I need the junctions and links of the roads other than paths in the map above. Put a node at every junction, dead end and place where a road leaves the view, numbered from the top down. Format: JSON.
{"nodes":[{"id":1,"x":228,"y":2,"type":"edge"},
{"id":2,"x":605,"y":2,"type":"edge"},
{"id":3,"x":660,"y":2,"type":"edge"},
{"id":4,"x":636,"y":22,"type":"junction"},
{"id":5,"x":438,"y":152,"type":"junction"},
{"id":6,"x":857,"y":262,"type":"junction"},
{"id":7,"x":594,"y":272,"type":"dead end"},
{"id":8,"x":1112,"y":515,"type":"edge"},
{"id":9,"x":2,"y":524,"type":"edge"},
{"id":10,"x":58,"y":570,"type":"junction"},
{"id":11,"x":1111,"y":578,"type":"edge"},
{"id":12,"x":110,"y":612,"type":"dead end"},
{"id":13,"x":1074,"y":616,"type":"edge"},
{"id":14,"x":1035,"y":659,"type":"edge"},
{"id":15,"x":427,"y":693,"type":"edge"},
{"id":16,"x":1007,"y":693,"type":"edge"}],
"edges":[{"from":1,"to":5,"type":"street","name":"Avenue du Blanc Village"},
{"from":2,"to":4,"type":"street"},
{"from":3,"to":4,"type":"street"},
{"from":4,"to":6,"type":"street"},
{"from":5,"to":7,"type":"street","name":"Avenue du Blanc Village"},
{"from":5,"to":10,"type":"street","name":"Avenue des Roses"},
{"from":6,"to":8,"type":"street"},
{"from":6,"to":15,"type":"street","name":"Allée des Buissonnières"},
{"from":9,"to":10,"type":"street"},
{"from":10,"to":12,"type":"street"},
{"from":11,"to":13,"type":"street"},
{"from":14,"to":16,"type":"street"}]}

========================================================================

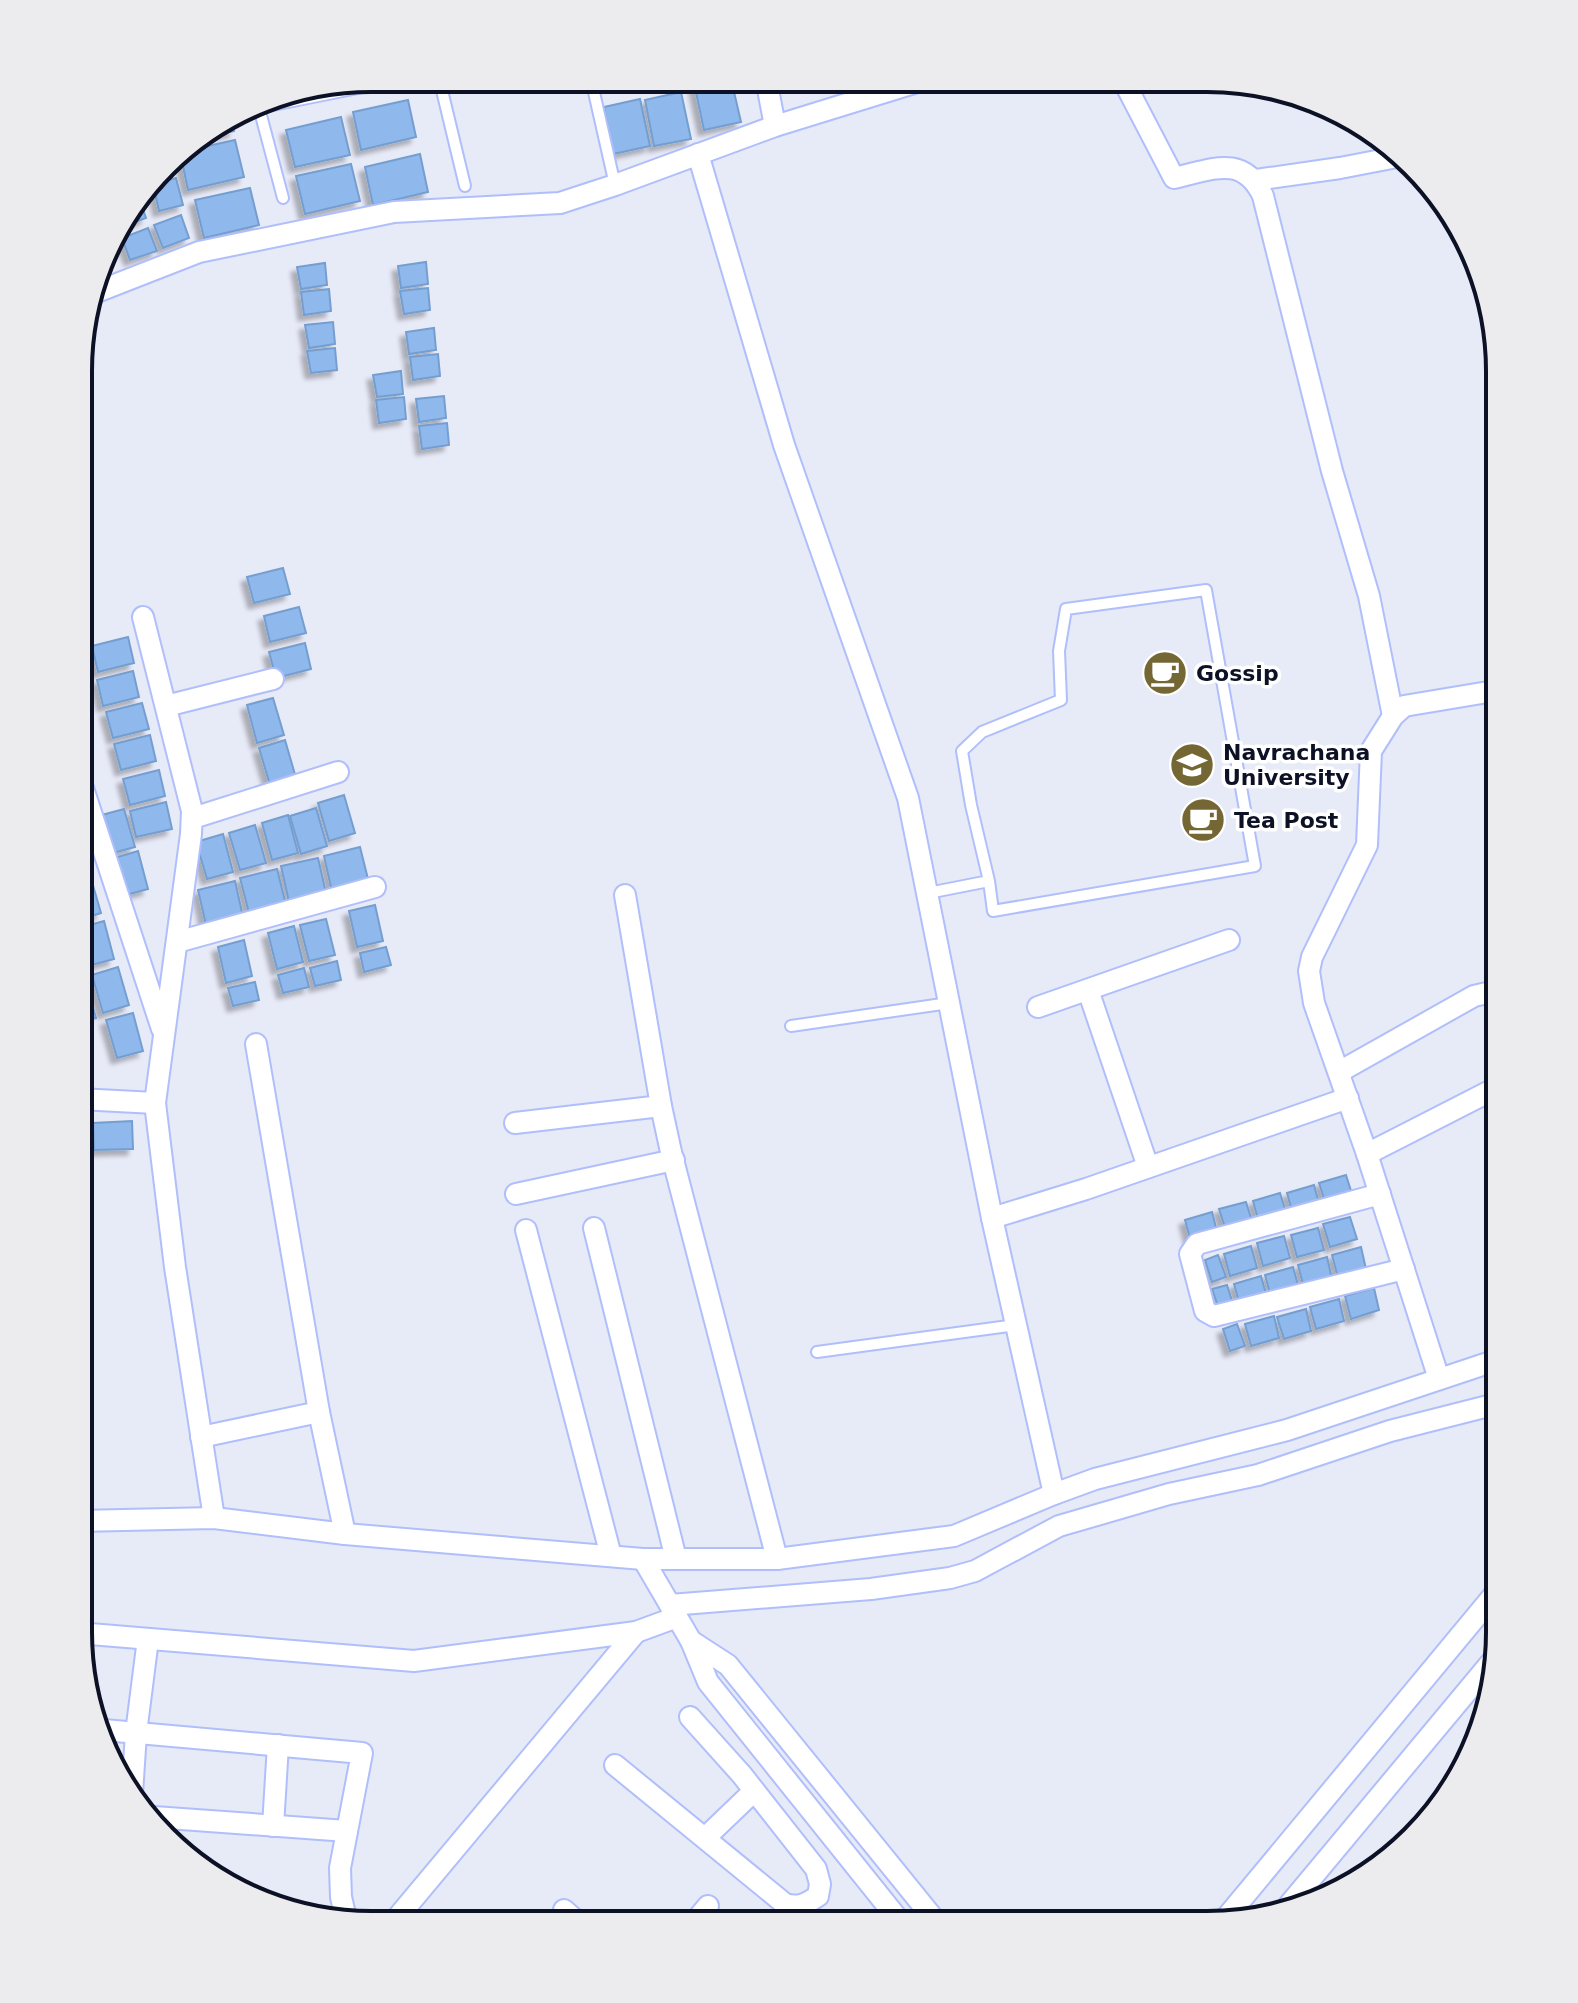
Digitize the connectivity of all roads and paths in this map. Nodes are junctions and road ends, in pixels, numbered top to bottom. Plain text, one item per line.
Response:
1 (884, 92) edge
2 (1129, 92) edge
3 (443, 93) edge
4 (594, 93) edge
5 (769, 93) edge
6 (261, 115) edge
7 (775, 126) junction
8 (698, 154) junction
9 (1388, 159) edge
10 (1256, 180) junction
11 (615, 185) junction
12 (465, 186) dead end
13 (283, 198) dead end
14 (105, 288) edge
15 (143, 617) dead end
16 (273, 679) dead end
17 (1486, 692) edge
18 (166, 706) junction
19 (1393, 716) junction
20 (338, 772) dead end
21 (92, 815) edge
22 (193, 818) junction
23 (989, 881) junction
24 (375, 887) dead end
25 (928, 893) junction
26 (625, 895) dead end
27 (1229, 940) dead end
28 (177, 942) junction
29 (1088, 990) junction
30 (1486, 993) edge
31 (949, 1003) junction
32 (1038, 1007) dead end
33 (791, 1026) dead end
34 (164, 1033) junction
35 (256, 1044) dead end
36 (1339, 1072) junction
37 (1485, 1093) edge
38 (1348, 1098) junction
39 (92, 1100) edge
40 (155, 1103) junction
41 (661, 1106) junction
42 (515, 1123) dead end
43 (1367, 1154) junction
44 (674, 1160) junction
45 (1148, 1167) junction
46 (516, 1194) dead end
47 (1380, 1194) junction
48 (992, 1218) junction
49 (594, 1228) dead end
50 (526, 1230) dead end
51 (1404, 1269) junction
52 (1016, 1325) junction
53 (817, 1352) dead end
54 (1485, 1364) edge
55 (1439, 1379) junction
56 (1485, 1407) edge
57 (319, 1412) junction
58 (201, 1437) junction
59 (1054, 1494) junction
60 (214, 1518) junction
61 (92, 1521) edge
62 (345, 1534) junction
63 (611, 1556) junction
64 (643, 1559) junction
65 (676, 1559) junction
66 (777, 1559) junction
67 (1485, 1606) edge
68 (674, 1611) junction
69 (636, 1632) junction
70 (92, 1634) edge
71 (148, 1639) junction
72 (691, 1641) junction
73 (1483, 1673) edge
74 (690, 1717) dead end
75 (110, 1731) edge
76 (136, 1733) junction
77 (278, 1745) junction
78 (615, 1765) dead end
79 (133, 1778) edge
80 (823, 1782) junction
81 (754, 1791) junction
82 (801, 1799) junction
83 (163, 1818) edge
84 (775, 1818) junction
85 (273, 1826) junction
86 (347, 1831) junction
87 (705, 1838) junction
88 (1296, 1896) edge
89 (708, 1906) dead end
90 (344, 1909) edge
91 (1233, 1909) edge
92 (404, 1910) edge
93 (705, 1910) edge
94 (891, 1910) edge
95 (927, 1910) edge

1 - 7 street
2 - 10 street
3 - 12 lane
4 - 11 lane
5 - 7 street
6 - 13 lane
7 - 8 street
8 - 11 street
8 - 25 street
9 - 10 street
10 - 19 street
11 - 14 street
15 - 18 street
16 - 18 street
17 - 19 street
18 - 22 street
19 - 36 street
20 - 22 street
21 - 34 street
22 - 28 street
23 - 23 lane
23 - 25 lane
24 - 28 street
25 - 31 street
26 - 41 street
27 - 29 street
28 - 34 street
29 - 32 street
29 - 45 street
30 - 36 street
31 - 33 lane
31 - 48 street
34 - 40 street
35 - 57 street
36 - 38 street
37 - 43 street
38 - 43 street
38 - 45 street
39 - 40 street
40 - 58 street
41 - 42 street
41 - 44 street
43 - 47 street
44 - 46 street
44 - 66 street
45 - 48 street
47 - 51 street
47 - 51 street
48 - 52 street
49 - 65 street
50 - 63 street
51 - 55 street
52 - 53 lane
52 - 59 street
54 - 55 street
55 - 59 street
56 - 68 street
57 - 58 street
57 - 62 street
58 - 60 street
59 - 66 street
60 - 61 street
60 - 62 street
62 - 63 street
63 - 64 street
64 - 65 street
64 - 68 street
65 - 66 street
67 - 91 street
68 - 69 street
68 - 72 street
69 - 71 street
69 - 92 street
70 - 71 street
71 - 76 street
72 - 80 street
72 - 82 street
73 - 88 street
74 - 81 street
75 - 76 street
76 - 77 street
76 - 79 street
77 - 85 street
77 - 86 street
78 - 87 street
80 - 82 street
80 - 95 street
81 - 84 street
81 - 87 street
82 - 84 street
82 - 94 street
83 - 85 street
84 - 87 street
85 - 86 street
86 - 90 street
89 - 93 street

========================================================================

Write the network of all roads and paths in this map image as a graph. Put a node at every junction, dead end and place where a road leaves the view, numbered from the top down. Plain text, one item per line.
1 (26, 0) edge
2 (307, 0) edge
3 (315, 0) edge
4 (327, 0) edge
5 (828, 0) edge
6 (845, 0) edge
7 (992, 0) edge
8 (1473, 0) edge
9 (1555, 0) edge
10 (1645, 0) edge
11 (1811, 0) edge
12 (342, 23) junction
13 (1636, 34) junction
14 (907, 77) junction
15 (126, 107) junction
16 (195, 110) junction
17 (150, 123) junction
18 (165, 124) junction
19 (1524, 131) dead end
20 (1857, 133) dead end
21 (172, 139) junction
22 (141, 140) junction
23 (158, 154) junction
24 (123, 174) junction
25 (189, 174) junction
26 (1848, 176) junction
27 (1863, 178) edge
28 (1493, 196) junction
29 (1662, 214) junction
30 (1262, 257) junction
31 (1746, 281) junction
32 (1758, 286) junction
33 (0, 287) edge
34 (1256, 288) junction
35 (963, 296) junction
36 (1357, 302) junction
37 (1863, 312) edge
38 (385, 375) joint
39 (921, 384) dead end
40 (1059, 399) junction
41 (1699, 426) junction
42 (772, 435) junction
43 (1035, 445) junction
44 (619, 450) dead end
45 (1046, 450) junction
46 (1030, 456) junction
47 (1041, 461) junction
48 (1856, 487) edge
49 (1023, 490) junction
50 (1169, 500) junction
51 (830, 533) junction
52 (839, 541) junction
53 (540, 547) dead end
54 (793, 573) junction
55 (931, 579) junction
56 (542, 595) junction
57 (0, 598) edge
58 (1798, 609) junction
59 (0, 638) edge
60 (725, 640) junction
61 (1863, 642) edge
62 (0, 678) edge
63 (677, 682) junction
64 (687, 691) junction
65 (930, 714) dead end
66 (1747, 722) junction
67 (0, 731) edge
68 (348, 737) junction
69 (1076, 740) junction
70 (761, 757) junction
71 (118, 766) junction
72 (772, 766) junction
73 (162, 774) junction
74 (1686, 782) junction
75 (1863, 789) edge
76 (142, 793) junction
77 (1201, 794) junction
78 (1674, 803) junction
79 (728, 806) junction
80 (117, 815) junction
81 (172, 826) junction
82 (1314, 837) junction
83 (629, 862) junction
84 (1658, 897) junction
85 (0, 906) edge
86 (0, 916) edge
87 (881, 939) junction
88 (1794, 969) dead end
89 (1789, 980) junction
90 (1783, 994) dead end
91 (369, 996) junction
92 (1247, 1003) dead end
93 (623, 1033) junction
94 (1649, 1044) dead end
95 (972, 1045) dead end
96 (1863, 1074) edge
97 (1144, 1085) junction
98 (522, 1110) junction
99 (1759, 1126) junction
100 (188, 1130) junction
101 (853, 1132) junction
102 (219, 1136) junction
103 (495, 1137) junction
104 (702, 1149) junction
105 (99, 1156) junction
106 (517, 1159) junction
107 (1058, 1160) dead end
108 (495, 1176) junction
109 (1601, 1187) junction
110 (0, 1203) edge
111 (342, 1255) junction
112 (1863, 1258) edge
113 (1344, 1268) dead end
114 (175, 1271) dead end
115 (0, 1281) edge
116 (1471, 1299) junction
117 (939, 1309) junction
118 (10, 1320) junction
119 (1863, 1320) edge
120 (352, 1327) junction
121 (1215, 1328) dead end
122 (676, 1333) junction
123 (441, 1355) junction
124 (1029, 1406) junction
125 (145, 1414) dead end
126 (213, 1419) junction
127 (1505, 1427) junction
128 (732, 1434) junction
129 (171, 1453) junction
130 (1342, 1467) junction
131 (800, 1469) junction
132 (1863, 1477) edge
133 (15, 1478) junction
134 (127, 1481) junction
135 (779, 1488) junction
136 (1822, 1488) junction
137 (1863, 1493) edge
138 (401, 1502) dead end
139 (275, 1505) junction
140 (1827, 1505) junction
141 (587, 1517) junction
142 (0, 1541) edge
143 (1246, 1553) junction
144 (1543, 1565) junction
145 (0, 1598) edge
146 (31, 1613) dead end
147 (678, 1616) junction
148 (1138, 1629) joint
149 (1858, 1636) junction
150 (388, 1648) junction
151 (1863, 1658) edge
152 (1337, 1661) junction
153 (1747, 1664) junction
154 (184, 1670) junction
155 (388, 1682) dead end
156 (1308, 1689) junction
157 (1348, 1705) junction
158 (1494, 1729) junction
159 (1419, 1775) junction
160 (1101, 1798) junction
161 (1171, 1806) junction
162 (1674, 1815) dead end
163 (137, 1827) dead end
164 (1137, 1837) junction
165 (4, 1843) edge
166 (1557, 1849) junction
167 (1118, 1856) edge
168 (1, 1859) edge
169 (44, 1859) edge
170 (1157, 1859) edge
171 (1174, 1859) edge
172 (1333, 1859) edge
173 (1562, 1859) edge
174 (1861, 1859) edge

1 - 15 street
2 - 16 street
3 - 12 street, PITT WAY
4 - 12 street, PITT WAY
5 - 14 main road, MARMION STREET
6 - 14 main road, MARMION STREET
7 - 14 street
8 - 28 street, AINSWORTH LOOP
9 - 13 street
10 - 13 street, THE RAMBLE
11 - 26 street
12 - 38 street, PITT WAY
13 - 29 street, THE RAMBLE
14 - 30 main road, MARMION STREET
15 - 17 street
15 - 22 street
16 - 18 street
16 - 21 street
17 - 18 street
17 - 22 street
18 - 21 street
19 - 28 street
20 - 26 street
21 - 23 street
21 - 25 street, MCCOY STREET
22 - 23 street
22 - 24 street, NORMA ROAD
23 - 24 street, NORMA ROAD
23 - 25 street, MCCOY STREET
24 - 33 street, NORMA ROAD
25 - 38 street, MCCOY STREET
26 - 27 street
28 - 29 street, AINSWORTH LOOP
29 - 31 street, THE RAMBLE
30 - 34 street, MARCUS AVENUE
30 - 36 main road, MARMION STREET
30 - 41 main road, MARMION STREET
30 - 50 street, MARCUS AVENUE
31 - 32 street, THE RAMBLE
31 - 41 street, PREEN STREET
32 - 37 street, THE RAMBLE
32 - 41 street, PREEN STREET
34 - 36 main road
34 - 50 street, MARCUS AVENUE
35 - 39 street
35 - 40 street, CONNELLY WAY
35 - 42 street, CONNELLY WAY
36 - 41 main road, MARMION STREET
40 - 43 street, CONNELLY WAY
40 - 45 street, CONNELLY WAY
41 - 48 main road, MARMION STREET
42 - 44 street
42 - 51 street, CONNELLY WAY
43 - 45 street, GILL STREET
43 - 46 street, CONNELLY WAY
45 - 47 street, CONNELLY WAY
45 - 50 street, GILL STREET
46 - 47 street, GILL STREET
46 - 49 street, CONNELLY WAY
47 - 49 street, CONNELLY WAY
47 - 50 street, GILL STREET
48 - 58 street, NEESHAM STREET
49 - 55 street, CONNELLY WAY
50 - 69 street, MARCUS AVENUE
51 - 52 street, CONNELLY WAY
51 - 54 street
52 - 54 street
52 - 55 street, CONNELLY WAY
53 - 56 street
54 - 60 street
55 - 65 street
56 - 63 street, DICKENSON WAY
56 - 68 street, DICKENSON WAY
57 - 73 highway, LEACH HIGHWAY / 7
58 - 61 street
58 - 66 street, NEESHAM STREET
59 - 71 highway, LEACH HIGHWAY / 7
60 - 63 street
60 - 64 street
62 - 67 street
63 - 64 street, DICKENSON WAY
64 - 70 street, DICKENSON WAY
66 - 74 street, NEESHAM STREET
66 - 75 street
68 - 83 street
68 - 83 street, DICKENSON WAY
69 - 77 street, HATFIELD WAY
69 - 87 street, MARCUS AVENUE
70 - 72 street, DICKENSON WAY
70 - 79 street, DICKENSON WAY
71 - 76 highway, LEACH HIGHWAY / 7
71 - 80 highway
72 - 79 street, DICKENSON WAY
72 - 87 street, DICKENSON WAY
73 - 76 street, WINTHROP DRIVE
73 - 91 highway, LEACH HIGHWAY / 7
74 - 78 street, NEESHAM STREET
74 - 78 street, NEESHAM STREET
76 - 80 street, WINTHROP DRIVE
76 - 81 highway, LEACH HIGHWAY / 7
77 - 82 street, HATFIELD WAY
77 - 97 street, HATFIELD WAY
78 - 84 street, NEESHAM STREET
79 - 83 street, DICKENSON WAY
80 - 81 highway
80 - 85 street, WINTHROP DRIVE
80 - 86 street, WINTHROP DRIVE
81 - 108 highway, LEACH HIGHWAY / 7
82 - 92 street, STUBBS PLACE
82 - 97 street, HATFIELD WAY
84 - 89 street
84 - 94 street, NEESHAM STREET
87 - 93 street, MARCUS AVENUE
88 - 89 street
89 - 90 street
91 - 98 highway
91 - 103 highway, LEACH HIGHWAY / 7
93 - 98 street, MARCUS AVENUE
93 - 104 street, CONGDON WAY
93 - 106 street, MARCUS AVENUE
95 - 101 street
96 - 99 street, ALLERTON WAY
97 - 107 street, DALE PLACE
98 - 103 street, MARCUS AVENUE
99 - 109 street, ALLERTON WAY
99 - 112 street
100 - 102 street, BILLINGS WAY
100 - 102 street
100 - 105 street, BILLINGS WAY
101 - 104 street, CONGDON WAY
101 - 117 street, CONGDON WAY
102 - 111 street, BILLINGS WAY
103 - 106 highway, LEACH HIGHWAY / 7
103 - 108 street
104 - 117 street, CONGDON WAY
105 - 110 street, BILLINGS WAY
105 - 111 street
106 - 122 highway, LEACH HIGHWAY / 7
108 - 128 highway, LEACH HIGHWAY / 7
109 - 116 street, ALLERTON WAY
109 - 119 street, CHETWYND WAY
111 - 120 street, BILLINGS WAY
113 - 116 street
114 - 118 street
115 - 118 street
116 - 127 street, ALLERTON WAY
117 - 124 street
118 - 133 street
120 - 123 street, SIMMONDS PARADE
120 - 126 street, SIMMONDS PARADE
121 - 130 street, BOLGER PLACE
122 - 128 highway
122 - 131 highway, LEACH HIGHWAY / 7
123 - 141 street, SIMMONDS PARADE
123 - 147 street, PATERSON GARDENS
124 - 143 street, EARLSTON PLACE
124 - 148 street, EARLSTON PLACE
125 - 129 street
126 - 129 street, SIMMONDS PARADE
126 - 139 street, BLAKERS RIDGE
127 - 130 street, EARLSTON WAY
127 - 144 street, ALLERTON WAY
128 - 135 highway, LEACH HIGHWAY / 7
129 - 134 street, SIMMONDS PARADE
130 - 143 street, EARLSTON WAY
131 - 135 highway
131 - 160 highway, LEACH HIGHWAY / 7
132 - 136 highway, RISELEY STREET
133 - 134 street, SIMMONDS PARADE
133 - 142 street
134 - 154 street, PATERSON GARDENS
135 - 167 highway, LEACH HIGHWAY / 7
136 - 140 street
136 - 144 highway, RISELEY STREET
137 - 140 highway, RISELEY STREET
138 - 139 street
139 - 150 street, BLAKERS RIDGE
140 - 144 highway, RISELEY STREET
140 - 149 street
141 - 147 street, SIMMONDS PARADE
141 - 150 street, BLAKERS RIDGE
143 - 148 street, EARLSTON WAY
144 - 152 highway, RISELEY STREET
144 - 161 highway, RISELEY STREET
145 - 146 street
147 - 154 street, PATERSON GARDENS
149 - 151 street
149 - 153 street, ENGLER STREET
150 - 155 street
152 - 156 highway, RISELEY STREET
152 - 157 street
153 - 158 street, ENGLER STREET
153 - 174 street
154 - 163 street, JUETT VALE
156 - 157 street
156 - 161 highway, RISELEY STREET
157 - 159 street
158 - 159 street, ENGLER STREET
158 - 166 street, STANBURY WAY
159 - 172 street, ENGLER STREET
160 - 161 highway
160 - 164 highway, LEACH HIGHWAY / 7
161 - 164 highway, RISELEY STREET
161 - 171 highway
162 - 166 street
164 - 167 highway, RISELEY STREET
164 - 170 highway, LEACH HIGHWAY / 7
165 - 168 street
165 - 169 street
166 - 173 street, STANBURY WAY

========================================================================

Take every line above where "SIMMONDS" appears and copy it.

120 - 123 street, SIMMONDS PARADE
120 - 126 street, SIMMONDS PARADE
123 - 141 street, SIMMONDS PARADE
126 - 129 street, SIMMONDS PARADE
129 - 134 street, SIMMONDS PARADE
133 - 134 street, SIMMONDS PARADE
141 - 147 street, SIMMONDS PARADE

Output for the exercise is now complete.